2011年公開の映画『モテキ』。
大学2年の時に見てから、折に触れて見返している。
特に長澤まさみ演じるみゆきの初登場シーンは、もう何度見返したかわからない。
花柄のフレアショートパンツにグレーのジャケット。
長い長い脚に赤いリボンのついたパンプス。黒いヘッドホンを外し、息を弾ませながら「幸世…幸世くん?…なんだー、かっこいいじゃん!!」
可愛い。可愛すぎる。美しすぎる。
その後二人で飲むシーンでは、幸世の心の声でみゆきのスペックが紹介される。
たった1分ちょっとの映像なんだけど、ここのテンポ感が最高で最高で。
「なんだこの顔殺されるわ!!」「わーー、脚超きれいなんですけど」
「ってちょっと待って脱ぐな脱ぐな見ちゃうじゃんかよぉぉ!」
幸世がビール飲みながら横目でみゆきの顔と身体を観察する時の目線とか、めちゃくちゃリアルだよね。
男ってこういう目線で女を見てるんだなぁとこの映画で知ったかも。
みゆきと運命の出会いを果たした幸世が、Perfumeとダンスするシーンも秀逸。
見るたび、森山未來ってダンサーなんだよなと実感する。いくつかのシーンでPerfumeを超えたキレの良さを見せてると思う。
この映画にはTwitterがたくさん出てくるんだけど、細かく停止して見るのが好き。
幸世とみゆきがリプでやり取りするシーン、校了間際の残業とか上司の愚痴とか、リアルで面白い。
みゆきの部屋のインテリアも、停止してじっくり観察した。
床の木目がお洒落。カウンターキッチンはごちゃついているけど、調味料がガラスの瓶に入ってたりして統一感がある。
間取りは1LDKかな?玄関開けたらすぐにリビングが見える。
ドアの造りが意外と庶民的だけど、小窓のすりガラスと丸い金色のドアノブが可愛い。
そういえば、映画に出てくるお洒落な部屋って間接照明とか観葉植物がやたらと多いよね。コンセントが多くてうらやましい…。
幸世がみゆきのベッドでふてくされているシーン。
みゆきはローテーブルにパソコンと書類を広げて、コーヒーを飲みながら残った仕事を片付けている。
酒飲んだ後なのに、あんなに優雅に仕事できるなんてすごい。
麻生久美子演じるルミコが、幸世に振られて自暴自棄になり、幸世の上司の墨さんとワンナイトしたあとに牛丼をかっこむシーンも好き。
ルミコは一見地味だけど大人っぽくて、絶妙にエロい。ひざ丈ちょい上のスカートと透けた黒タイツとか。
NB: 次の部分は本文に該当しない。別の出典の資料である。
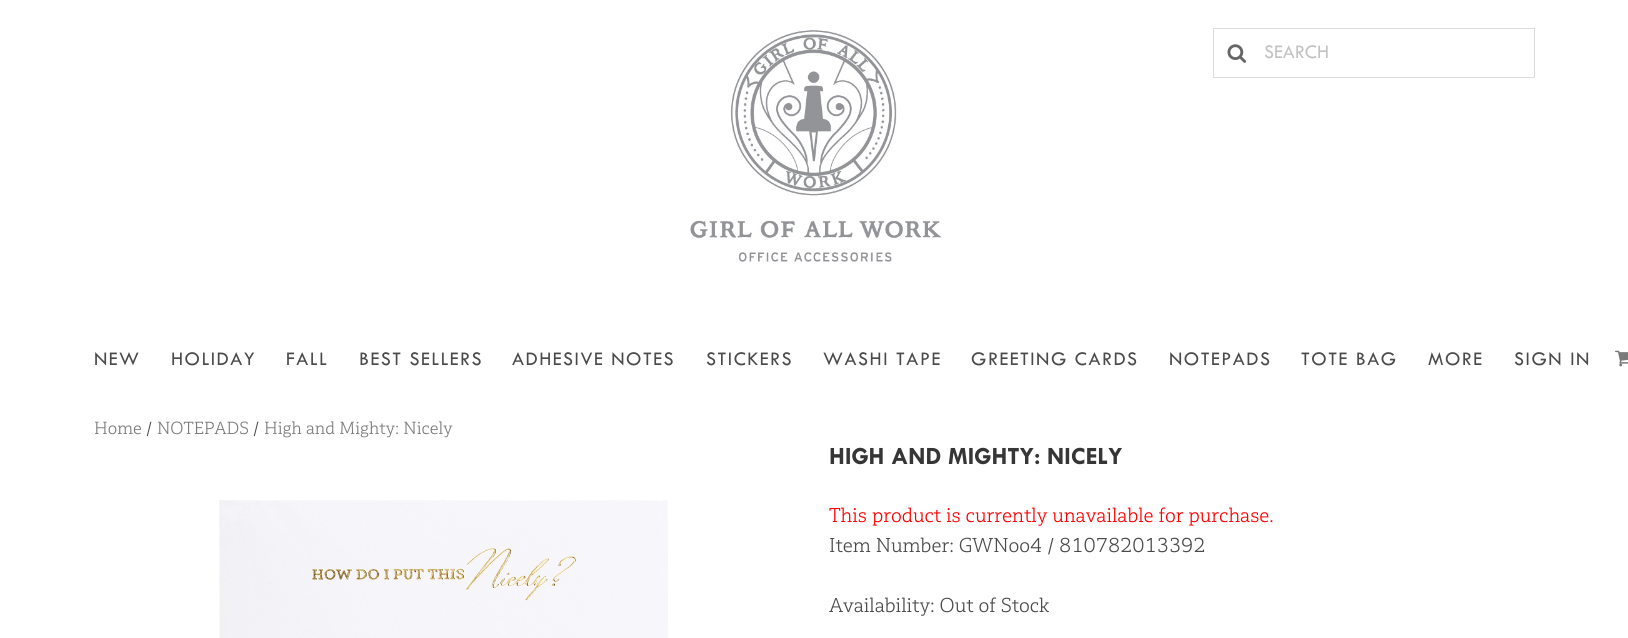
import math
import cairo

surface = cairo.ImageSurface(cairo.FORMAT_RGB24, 1628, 638)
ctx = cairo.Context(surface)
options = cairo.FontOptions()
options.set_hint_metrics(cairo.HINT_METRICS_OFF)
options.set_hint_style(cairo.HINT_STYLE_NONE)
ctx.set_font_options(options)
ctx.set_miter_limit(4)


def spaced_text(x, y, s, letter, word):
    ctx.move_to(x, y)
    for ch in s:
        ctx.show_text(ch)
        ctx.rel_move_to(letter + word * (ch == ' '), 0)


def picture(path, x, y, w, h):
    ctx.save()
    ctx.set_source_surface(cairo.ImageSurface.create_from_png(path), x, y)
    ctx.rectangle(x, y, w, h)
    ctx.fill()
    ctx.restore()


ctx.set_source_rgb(1, 1, 1)
ctx.paint()
picture("img1.png", 690, 30, 251, 232)
ctx.rectangle(1213.5, 28.5, 321, 49)
ctx.set_source_rgb(0.859, 0.859, 0.859)
ctx.set_line_width(1)
ctx.stroke()
picture("img2.png", 1227, 44, 20, 19)
ctx.select_font_face("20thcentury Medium")
ctx.set_font_size(20)
ctx.set_source_rgb(0.765, 0.765, 0.765)
ctx.move_to(1264, 58)
ctx.show_text("SEARCH")
ctx.set_source_rgb(0.29, 0.29, 0.29)
spaced_text(94, 365, "NEW", 1.5, 0)
spaced_text(171, 365, "HOLIDAY", 1.5, 0)
spaced_text(286, 365, "FALL", 1.5, 0)
spaced_text(359, 365, "BEST SELLERS", 1.5, 0)
spaced_text(512, 365, "ADHESIVE NOTES", 1.5, 0)
spaced_text(706, 365, "STICKERS", 1.5, 0)
spaced_text(823, 365, "WASHI TAPE", 1.5, 0)
spaced_text(971, 365, "GREETING CARDS", 1.5, 0)
spaced_text(1169, 365, "NOTEPADS", 1.5, 0)
spaced_text(1301, 365, "TOTE BAG", 1.5, 0)
spaced_text(1428, 365, "MORE", 1.5, 0)
spaced_text(1514, 365, "SIGN IN", 1.5, 0)
picture("img3.png", 1615, 350, 13, 17)
ctx.select_font_face("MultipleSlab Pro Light")
ctx.set_font_size(17.5)
ctx.set_source_rgb(0.478, 0.478, 0.478)
ctx.move_to(94, 434)
ctx.show_text("Home")
ctx.set_source_rgb(0.29, 0.29, 0.29)
ctx.move_to(146, 434)
ctx.show_text("/")
ctx.set_source_rgb(0.478, 0.478, 0.478)
ctx.move_to(157, 434)
ctx.show_text("NOTEPADS")
ctx.set_source_rgb(0.29, 0.29, 0.29)
ctx.move_to(253, 434)
ctx.show_text("/")
ctx.set_source_rgb(0.478, 0.478, 0.478)
ctx.move_to(264, 434)
ctx.show_text("High and Mighty: Nicely")
picture("img4.png", 219, 500, 449, 138)
ctx.select_font_face("20thcentury", cairo.FONT_SLANT_NORMAL, cairo.FONT_WEIGHT_BOLD)
ctx.set_font_size(25)
ctx.set_source_rgb(0.212, 0.212, 0.212)
ctx.move_to(829, 464)
ctx.show_text("HIGH AND MIGHTY: NICELY")
ctx.select_font_face("MultipleSlab Pro Light")
ctx.set_font_size(20)
ctx.set_source_rgb(1, 0, 0)
ctx.move_to(829, 522)
ctx.show_text("This product is currently unavailable for purchase.")
ctx.set_source_rgb(0.29, 0.29, 0.29)
ctx.move_to(829, 552)
ctx.show_text("Item Number: GWNoo4 / 810782013392")
ctx.move_to(829, 612)
ctx.show_text("Availability: Out of Stock")
surface.write_to_png("page.png")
ルミコは33歳、みゆきは26歳なんだよね。どこでどう出会ったのか気になる。
『モテキ』は仕事映画でもあると思う。
31歳の派遣社員だった幸世が、音楽サイトのwebライターとして働き始め、みゆきに出会う。
同い年でフェスを仕切る男(=みゆきの彼氏だが、実は不倫関係)の存在に打ちのめされ、嫉妬100%で書いた記事は、フェス男を「うんこ野郎」と口汚く罵る幼稚な内容。
「私、幸世くんとじゃ成長できない」
みゆきの言葉で、幸世はフェス男の記事を全部書き直す。
プロのライターとして成立させた記事は、編集長の墨さんに認められ、公開される。
どんなに自分のコンディションが悪くても、憎い奴をかっこよく紹介しなきゃいけなくても、仕事は仕事。
幸世が一皮むけた瞬間だと思う。冷静に、取材した翌日に記事公開ってすごいスピード感だしね。
私は今年31歳。主人公の幸世と同い年になった。
今見返すと、幸世の年収(230万円)とか、仲里依紗演じるキャバ嬢のアイちゃんが言ってた「女と男の決定的な違いは、子供を産めるリミット」とか、大学時代にはピンときてなかった場面も見え方が変わった。
同じ女性としてどのキャラに憧れるか、という視点でも見ていたんだけど、私が1番尊敬するのはアイちゃんかな。
「若いのに」「水商売なのに」という邪魔な前置きがどうしてもついてしまうんだけど、彼女はすごく聡明だし自立してる。
シングルマザーとして赤ちゃんを育てながら、実家の母に預けっぱなしにすることなくきちんと保育園に通わせ、自分はキャバクラで働いてる。
実家のスナックにもちゃんとお金を入れてるみたいだし。
「また、お店来てくださいね。いろいろ、聞きますよ」と言い残して去っていく彼女の背中は、いつ見ても心がきゅっとなる。
今後も何度も見返すんだろうな。
というわけで、何度も見返してしまう映画・ドラマ①『モテキ』でした。
シリーズとして、他の映画やドラマのことも書きたいと思います。